Merely performing his duties, was that it? St-Cyr gestured expansively with the pipe. ‘Of course you were, General.’

‘I really don’t see what this all has to do with us,’ complained the abbot.

‘Everything, Reverend Father. A little patience, eh? That is all I ask. So, General, you were investigating the whereabouts of Captain Charles Maurice Theriault. And perhaps, my friend, that is why Yvette’s entry for 13th July read, “After the chase there is resignation and acceptance.”’

‘The boy agreed, finally, to assist me.’

St-Cyr tossed the hand of dismissal. ‘Then Hermann’s accusation is incorrect, General, and you may well shoot him in this duel you insist is so necessary.’

‘That is correct, although I would have said, I will shoot him.’

‘Ah yes, were it not for two things, General. First, the murder of Brother Jerome – the catalyst, I think – and second, the weapon that was used and the manner of his killing.’

‘I had nothing to do with it.’

‘Of course not. A rock? A flint boulder from the perruches, eh, Reverend Father? A crime of passion, my friends. A sudden impulse after a violent argument in which voices that should have been discreet were raised in anger and, in the case of one of them, jealousy, such jealousy.

‘A crime of passion,’ said St-Cyr, letting his voice climb sharply to startle them all. ‘Not a simple matter of the Resistance having shoved the muzzle of a 9 millimetre pistol against the back of some young girl’s head, eh?’

His voice fell to quietude. ‘No, my friends, it was much more than this. Berlin would not have taken so much notice and you, Brother Sebastian, would not have lost your rosary.’

As he drained his glass, he watched them all. St-Cyr refilled the glass and offered the bottle.

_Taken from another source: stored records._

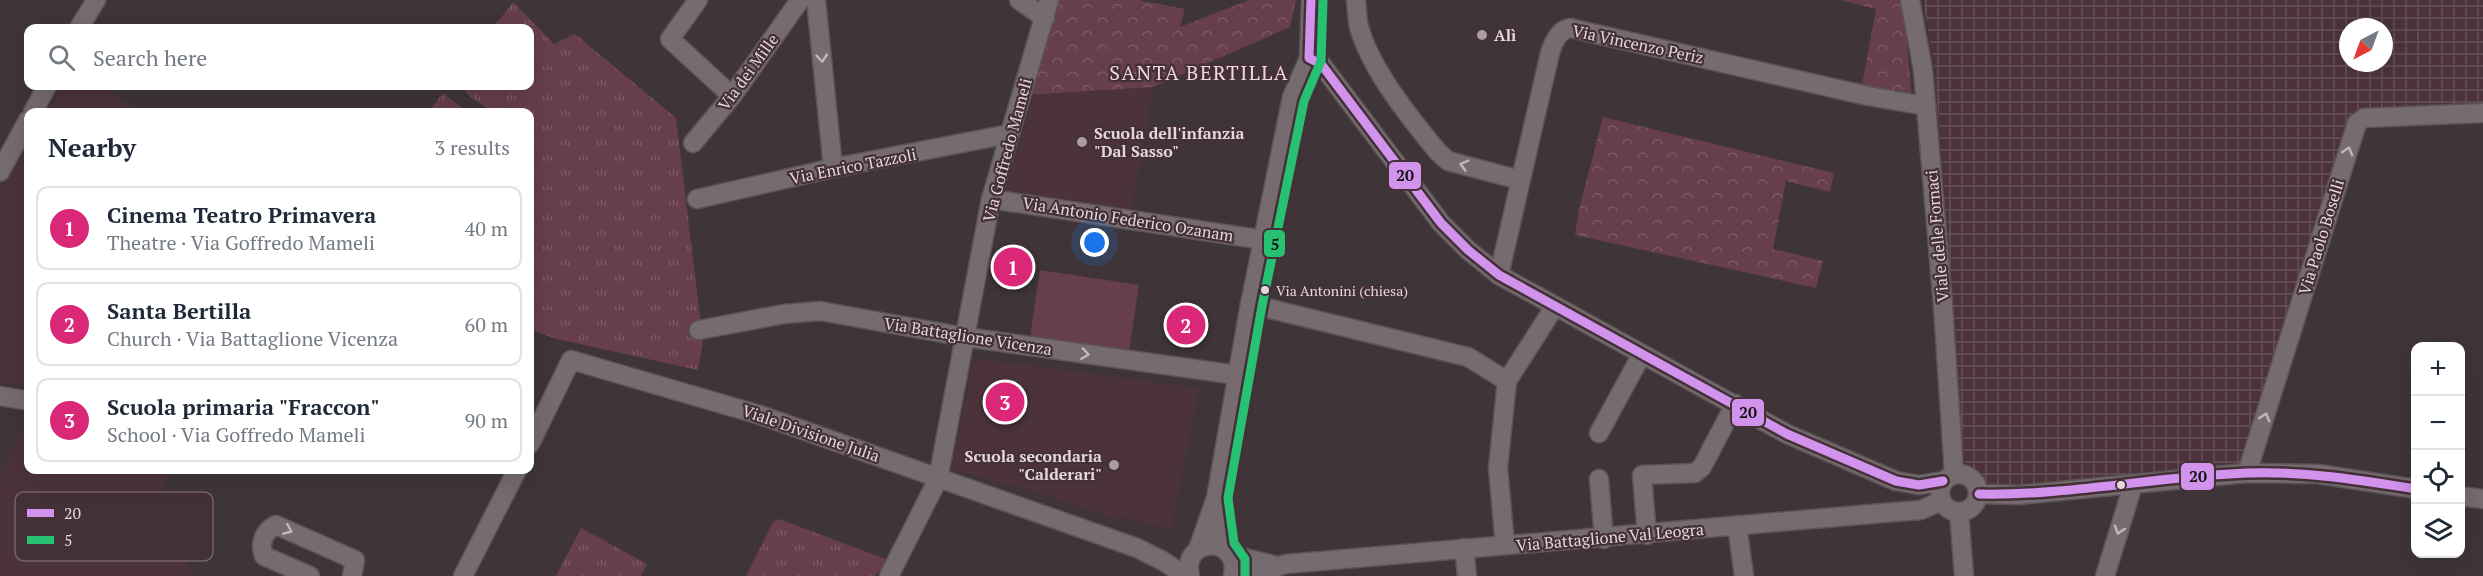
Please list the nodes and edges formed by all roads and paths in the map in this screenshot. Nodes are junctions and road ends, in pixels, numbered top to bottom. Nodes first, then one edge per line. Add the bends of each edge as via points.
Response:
1 (96, 0) edge
2 (698, 0) edge
3 (800, 0) edge
4 (816, 0) edge
5 (1019, 0) edge
6 (1049, 0) edge
7 (1311, 0) edge
8 (1356, 0) edge
9 (1910, 0) edge
10 (1045, 18) junction
11 (81, 24) edge
12 (1309, 58) junction
13 (45, 90) edge
14 (732, 96) junction
15 (1926, 106) junction
16 (35, 108) edge
17 (2483, 113) edge
18 (24, 127) edge
19 (1009, 134) junction
20 (693, 143) dead end
21 (833, 168) junction
22 (0, 172) edge
23 (1520, 180) junction
24 (697, 199) dead end
25 (992, 199) junction
26 (1264, 240) junction
27 (1499, 274) junction
28 (1250, 304) junction
29 (1555, 306) junction
30 (699, 330) dead end
31 (964, 337) junction
32 (1642, 354) junction
33 (1237, 375) junction
34 (1507, 381) junction
35 (0, 396) edge
36 (24, 400) dead end
37 (1735, 405) junction
38 (1599, 433) dead end
39 (534, 436) edge
40 (2247, 473) junction
41 (515, 474) edge
42 (1948, 477) junction
43 (938, 479) junction
44 (1599, 479) dead end
45 (2133, 485) junction
46 (2411, 488) edge
47 (1978, 494) junction
48 (2465, 497) edge
49 (1216, 498) junction
50 (2483, 499) edge
51 (1941, 501) junction
52 (1959, 512) junction
53 (1737, 525) junction
54 (1647, 535) junction
55 (1604, 538) junction
56 (1505, 545) junction
57 (1137, 548) junction
58 (1464, 548) junction
59 (1226, 551) junction
60 (1195, 552) junction
61 (1277, 566) junction
62 (894, 575) edge
63 (310, 576) edge
64 (352, 576) edge
65 (463, 576) edge
66 (1188, 576) edge
67 (1233, 576) edge
68 (1247, 576) edge
69 (1467, 576) edge
70 (1744, 576) edge
71 (1964, 576) edge
72 (2105, 576) edge

1 - 11 street
2 - 14 street via 670,39
3 - 14 street, Via dei Mille
4 -> 21 street
5 - 10 street
6 - 10 street, Via Goffredo Mameli
7 - 12 street
23 -> 8 street via 1448,161 1438,152 1385,80 1367,47 1359,27
9 - 15 street, Viale delle Fornaci
10 - 19 street, Via Goffredo Mameli
12 - 26 street via 1292,97
12 - 27 street via 1321,64 1441,222
13 - 16 street
14 - 20 street, Via dei Mille
15 - 23 street, Via Vincenzo Periz via 1564,29 1550,53
15 - 42 street, Viale delle Fornaci via 1943,306
40 -> 17 street, Via Paolo Boselli via 2357,123 2364,118
18 - 22 street
19 - 21 street, Via Enrico Tazzoli
19 - 25 street, Via Goffredo Mameli
21 - 24 street, Via Enrico Tazzoli
23 - 27 street, Via Vincenzo Periz
25 - 26 street, Via Antonio Federico Ozanam
25 - 31 street, Via Goffredo Mameli
26 - 28 street
27 - 29 street
28 - 33 street
28 - 34 street via 1468,357
29 - 32 street
29 - 34 street
30 - 31 street, Via Battaglione Vicenza via 820,311
31 -> 33 street, Via Battaglione Vicenza
31 - 43 street, Via Goffredo Mameli
32 - 37 street
32 - 38 street
33 - 49 street
34 - 56 street via 1498,468
35 - 36 street
37 - 42 street via 1787,434 1896,480 1919,484
37 - 54 street via 1695,473 1642,475
39 - 43 street, Viale Divisione Julia via 571,360 760,415
40 - 45 street
40 - 46 street via 2318,474
41 - 65 street
42 - 47 street via 1963,473 1971,477
42 - 51 street via 1940,487
43 - 57 street, Viale Divisione Julia
43 - 62 street, Via Goffredo Mameli
44 - 55 street
45 - 47 street via 2019,495
45 -> 72 street
47 - 52 street via 1972,507
48 - 50 street
49 - 59 street
49 - 60 street
51 - 52 street via 1948,509
51 - 53 street, Via Battaglione Val Leogra via 1913,511
52 - 71 street
53 - 54 street, Via Battaglione Val Leogra
53 - 70 street
54 - 55 street, Via Battaglione Val Leogra
55 - 56 street, Via Battaglione Val Leogra
56 - 58 street, Via Battaglione Val Leogra
57 - 60 street, Viale Divisione Julia
57 - 66 street, Viale Divisione Julia
58 - 61 street, Via Battaglione Val Leogra
58 - 69 street
59 - 60 street, Viale Divisione Julia via 1210,545
59 - 61 street, Via Battaglione Val Leogra
59 - 67 street via 1233,561
60 - 66 street
61 - 68 street, Via Battaglione Val Leogra
63 -> 64 street via 264,556 264,536 269,529 276,525 355,560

There were no takers. The countess began to say something … ‘Countess, a moment, please. You have said that this strand of beads was not the Brother Sebastian’s and that it was the one you gave Jerome when he first entered the monastery. Yet Jerome had his rosary wrapped around his hands?’

‘That was the one he had as a child. I also gave that to him.’

What a marvellous woman! She should have been born two hundred years ago. ‘Forgive me, Countess, if I say that you are like the lawyer whose client is guilty. You have an answer for everything but if I have to, I will have that casket dug up and the rosary examined. All the brothers have similar ones, is that not so, Reverend Father?’

He yanked the thing out of a pocket and thrust it at the abbot. The answer he would leave to the gods. ‘This one was accidentally left with the body of Jerome Noel on the road that lies below the monastery. When you found the boy dead and realized what had happened, Countess, you kept it until the funeral. A crime of passion, Brother Sebastian, for which God will be your judge but for which I charge you with the murder of Alain Jerome Noel.’

St-Cyr moved swiftly to stand over the monk whose head was still bowed. What prayers were going on in that mind, what guilt, what shame …

The voice was tortured. ‘He wouldn’t listen. I tried to tell him …’ began the monk.

‘It’s all right, Brother. Me, I am certain there were reasons enough. Keeping bees must be a solitary vocation and God’s love is, after all is said and done, a little distant for most of us.